I also went for the Cream of Green Lentil Soup with Forest Mushrooms and Nuts (600r), and John tasted the recommended Red Capiscum Veloute with Ginger, Mediterranean Shellfish and Parmesan Chips (950r). The lentil soup was delightfully hearty. John let me have a spoonful of his selection – very pleasant but not overly sharp. Both were excellent selections on this snowy night.
The two starters and soup were enough for me, but others at the table were impressed with their Lightly Smoked Sea Bass with Sturgeon Saviar Served with Celery Root and Vodka Cream Sauce (2450r) and the Steamed Wild Turbot with Baby Vegetables. The aromatic sea-bass, prepared in an in-house alder-wood smoker, was well received. We did not try the meat dishes, but the menu begged an invitation for a return visit to see how Jean Michel treats Black Angus or Australian Lamb Rack at prices that range upwards from 1400 rubles.
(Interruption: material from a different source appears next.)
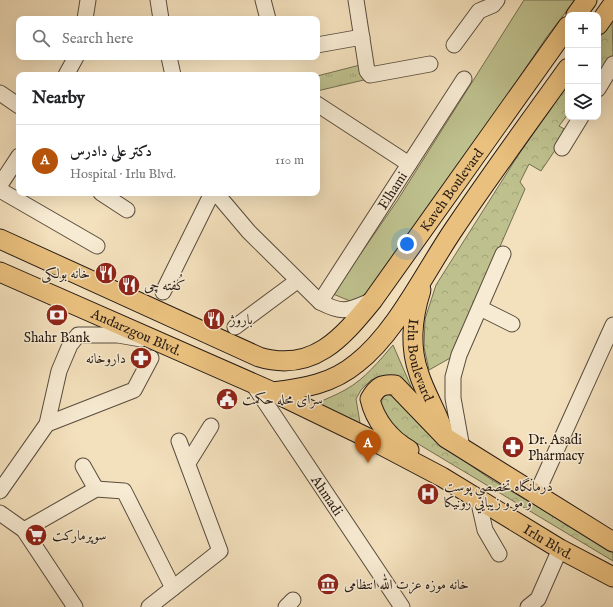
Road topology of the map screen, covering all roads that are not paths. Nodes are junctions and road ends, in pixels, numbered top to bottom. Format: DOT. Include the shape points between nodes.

Most hotel restaurants suffer from identity problems. Hotel management tends to relegate them to a service for guests (ham and eggs at midnight for instance). Few, and usually only at a 5-star hotel, can become a destination establishment to draw clientele into the building by the quality of the food and service. I believe Kai has triumphed, and it certainly can hold its head very high among Moscow’s better dining establishments.